## [DIRECTIONS FOR THIS TASK]
Please show all lines of the records that include "Yolu".

[MATERIAL FOR THIS EXERCISE — start]

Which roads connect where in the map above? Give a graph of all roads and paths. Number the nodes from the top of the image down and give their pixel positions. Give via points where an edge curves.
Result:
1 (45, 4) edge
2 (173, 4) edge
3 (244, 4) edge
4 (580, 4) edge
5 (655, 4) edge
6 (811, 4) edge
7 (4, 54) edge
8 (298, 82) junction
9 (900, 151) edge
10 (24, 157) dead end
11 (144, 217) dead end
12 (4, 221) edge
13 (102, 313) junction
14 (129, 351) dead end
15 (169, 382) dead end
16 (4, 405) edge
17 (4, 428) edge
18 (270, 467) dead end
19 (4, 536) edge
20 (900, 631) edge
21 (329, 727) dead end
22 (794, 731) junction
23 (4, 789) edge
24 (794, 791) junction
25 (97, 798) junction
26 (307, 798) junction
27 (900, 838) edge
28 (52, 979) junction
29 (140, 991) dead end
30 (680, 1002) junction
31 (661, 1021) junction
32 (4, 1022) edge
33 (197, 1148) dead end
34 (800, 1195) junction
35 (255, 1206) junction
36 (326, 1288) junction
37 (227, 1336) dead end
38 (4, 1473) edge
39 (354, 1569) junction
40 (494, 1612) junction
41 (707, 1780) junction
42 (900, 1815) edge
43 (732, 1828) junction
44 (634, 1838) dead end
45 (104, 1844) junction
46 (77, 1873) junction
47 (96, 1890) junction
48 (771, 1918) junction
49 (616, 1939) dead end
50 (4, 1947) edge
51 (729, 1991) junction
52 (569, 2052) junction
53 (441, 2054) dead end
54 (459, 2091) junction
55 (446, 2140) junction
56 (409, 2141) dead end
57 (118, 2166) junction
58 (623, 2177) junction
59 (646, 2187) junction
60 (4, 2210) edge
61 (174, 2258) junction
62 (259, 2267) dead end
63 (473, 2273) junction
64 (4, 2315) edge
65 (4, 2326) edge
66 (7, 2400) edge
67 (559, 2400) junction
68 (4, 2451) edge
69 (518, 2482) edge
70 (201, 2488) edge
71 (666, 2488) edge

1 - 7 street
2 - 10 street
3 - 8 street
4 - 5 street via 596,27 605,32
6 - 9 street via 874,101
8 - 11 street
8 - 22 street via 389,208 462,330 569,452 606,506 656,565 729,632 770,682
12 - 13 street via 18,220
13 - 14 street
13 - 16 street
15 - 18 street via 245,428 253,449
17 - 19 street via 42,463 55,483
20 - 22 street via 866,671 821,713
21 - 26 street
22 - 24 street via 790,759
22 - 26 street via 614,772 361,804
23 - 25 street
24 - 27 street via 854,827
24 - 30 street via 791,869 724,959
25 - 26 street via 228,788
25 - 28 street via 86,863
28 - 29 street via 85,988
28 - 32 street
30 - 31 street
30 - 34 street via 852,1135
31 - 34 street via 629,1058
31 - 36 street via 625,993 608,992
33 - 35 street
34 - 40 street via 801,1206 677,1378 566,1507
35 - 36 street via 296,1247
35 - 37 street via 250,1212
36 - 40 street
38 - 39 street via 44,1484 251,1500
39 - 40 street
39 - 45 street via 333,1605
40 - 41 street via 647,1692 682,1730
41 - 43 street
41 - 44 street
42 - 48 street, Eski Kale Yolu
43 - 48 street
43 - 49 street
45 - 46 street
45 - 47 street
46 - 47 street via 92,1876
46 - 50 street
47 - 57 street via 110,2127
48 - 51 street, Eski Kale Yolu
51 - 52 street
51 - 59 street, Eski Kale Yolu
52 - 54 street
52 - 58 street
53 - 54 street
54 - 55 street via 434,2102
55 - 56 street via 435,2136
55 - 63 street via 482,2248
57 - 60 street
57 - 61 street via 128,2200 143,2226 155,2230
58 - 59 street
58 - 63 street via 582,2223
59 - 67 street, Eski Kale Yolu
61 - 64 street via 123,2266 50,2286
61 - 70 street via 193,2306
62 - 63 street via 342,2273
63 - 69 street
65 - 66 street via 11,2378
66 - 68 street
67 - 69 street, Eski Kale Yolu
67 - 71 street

[MATERIAL FOR THIS EXERCISE — finish]

## [FINISHED TASK]
42 - 48 street, Eski Kale Yolu
48 - 51 street, Eski Kale Yolu
51 - 59 street, Eski Kale Yolu
59 - 67 street, Eski Kale Yolu
67 - 69 street, Eski Kale Yolu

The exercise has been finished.